On Mon, Oct 23, 2006 at 02:32:35PM -0400, Alex Deucher wrote:
> Generally all forms of paid development have their problems.  There is
> always room for abuse.  When it comes down to it, what's really the
> difference if Xorg contracts the development of feature X vs
> Intel/HP/IBM/whoever contracting the development of feature X and then
> donating it to Xorg.  The resulting code would still have to go
> through approval by the maintainers/primary developers before applying
> anyway.  Theoretically there may even be more transparency if Xorg
> contracted the work because it could stipulate the level of
> transparency.  The "correct" solution is often more easily developed
> in the kernel because there are LOTS of paid and unpaid developers
> working on the kernel.   X is unfortunately full of "short term
> solutions" because we have limited developers with limited time so
> horrible hacks often become the standard.  Why is paid development ok
> in kernel land but problematic in X land?

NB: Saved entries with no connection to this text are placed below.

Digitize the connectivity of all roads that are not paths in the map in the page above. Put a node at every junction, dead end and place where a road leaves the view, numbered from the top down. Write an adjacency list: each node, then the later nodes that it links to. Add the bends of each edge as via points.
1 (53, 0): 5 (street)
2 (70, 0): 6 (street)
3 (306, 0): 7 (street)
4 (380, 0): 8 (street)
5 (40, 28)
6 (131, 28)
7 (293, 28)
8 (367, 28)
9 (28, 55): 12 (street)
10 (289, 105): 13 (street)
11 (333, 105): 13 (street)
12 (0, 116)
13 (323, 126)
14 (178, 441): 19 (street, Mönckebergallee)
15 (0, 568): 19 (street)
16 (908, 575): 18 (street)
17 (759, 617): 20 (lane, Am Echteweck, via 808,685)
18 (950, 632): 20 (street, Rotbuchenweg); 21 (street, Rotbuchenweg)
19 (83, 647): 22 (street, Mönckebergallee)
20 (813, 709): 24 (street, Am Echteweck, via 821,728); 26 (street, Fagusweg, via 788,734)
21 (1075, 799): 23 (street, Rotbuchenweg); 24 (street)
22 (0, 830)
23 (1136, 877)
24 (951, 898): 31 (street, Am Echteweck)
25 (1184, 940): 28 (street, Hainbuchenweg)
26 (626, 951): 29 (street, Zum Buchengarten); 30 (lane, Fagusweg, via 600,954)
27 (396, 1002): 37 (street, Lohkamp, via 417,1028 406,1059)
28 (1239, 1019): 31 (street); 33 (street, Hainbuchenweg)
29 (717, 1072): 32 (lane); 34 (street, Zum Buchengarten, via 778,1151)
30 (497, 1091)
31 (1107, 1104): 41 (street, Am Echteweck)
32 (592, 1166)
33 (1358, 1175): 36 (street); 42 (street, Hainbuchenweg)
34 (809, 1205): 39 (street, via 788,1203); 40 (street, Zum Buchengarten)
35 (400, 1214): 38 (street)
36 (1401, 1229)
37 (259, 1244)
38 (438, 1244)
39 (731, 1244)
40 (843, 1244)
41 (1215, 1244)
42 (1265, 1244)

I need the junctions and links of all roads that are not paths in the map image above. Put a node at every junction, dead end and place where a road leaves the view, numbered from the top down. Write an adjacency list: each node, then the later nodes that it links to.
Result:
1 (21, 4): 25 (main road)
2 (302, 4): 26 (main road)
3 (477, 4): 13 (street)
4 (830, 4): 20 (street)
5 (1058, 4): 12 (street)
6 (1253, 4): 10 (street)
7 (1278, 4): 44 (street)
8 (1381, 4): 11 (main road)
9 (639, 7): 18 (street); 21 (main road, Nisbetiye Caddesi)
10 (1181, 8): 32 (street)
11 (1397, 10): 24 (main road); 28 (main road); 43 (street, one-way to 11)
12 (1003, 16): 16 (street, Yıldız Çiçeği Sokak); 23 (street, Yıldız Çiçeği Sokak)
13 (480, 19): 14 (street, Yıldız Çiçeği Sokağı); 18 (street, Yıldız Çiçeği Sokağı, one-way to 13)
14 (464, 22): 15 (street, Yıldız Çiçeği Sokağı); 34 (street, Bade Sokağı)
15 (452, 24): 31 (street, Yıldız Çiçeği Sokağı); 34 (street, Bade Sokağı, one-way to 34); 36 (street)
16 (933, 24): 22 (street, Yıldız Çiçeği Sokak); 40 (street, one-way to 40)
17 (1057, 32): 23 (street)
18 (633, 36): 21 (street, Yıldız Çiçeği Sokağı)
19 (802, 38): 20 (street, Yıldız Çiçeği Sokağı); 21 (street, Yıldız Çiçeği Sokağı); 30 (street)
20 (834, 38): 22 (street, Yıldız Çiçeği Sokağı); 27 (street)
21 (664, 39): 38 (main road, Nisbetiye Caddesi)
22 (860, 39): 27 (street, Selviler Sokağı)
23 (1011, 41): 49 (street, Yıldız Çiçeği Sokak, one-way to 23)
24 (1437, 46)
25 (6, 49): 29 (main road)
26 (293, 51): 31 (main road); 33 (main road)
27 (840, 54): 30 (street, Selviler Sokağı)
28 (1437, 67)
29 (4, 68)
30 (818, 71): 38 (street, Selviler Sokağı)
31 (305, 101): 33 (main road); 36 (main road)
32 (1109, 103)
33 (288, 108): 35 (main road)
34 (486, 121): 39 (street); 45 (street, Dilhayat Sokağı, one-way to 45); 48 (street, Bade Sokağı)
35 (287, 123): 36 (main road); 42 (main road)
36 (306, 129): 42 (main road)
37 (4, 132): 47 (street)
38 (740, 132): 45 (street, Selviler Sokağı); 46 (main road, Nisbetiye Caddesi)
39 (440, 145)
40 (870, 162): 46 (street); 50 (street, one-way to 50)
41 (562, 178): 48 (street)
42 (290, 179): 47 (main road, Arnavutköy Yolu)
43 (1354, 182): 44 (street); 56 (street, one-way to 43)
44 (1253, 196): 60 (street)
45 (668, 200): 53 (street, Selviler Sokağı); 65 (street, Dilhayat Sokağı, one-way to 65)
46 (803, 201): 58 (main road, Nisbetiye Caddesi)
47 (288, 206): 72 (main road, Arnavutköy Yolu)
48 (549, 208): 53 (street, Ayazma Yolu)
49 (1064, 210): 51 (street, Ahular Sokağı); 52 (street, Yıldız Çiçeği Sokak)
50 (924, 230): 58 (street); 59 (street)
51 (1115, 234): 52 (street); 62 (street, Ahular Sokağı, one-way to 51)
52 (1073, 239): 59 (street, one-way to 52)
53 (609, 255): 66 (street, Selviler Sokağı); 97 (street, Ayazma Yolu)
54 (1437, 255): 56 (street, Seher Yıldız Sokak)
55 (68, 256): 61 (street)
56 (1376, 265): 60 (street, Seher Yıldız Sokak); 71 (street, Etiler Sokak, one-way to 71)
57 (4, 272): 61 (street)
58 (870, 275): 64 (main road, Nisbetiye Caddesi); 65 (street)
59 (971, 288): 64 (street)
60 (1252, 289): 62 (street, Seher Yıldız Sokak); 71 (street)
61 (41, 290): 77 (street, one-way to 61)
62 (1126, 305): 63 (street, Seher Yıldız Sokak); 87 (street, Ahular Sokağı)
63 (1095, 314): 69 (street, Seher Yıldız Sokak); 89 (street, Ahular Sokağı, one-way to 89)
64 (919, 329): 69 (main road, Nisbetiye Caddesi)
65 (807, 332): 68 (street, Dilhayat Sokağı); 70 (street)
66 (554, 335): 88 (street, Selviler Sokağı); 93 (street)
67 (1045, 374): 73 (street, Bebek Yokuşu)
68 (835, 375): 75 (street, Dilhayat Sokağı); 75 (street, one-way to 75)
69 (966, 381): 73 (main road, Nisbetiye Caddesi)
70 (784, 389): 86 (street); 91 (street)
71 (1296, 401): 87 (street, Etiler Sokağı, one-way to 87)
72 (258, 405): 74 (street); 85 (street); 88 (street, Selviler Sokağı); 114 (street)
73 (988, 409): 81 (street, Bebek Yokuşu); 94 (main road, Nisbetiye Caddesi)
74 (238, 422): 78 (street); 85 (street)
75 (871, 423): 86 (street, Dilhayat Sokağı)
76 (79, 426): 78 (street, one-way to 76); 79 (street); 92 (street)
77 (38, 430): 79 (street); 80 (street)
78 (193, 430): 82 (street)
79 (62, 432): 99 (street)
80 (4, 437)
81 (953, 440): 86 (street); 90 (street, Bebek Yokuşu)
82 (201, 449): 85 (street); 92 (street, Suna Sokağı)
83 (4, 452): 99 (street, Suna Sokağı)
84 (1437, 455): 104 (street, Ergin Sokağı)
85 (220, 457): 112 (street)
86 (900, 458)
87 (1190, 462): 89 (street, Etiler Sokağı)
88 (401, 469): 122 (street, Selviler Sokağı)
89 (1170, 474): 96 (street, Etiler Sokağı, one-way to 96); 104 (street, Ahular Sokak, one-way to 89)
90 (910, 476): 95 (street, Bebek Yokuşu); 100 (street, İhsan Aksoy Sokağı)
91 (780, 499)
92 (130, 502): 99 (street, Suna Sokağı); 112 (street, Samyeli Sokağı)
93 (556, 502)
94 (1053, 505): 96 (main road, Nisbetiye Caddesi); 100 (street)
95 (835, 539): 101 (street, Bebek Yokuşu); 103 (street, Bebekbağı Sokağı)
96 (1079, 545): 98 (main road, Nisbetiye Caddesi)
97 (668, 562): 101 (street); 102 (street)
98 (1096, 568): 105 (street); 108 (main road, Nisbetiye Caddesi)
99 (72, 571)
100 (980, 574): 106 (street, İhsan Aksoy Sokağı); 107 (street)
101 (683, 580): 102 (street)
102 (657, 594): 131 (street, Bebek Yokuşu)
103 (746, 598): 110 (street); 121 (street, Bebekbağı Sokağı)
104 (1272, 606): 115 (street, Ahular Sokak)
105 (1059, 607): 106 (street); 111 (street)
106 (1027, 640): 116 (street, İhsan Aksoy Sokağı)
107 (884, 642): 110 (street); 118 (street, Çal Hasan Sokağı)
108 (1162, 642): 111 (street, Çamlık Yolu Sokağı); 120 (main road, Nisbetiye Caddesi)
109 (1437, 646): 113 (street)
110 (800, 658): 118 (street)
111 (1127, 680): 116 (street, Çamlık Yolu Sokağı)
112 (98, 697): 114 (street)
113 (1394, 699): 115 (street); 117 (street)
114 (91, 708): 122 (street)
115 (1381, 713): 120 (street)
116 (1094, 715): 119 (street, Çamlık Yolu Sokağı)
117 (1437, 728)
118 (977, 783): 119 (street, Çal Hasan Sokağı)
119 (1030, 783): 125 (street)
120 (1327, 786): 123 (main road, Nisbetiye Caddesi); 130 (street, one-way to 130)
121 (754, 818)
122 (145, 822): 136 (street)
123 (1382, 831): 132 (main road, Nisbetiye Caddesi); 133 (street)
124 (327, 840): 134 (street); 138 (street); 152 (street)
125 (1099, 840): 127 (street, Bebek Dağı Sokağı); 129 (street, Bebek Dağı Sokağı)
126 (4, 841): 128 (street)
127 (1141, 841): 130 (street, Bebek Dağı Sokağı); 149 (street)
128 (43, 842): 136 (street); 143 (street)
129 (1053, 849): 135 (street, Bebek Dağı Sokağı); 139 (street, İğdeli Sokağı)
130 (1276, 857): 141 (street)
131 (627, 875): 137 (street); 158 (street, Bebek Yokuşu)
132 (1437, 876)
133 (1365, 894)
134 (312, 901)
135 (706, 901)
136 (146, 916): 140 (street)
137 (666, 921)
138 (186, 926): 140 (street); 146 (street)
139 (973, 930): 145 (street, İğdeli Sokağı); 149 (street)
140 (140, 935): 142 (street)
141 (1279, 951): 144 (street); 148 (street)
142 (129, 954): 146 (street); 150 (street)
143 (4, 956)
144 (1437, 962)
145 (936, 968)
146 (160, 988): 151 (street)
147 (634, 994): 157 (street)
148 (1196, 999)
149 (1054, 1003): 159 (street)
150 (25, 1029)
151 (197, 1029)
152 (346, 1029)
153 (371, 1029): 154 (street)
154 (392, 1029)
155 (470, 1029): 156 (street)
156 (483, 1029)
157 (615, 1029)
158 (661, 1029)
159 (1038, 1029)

The difference is whether or not the governing body does it.  Arguably
OSDL is pretty close, but Linus retains fierce independence, as does
Andrew.  At the moment, Nokia, Novell, Red Hat, Intel, Tungsten, AST,
NVidia, SCO, IBM, Sun, and more pay people to work on X (to varying
degrees).  In the past, DEC/Compaq/HP and many others did.  Canonical at
least is currently looking to hire an X person also, though I don't know
how much hacking is involved.  Oh, and AMD/ATI also has someone working
on X.

Point is, a lot of people are being paid to hack on X.  But there's
little conflict of interest there, and at least the diversity of
employers ensures that no-one can push their 'solutions' to the
detriment of others.  For instance (and I'm not suggesting this would
happen), Red Hat arguably provide a counterbalance against any shoddy
Novell-pushed solutions, and vice versa.

The danger is in a single dominating commercial interest (XC, TOG).

Cheers,
Daniel

(Disclosure of bias: Maybe I'm just trying to justify my full-time job
 hacking on the X server.)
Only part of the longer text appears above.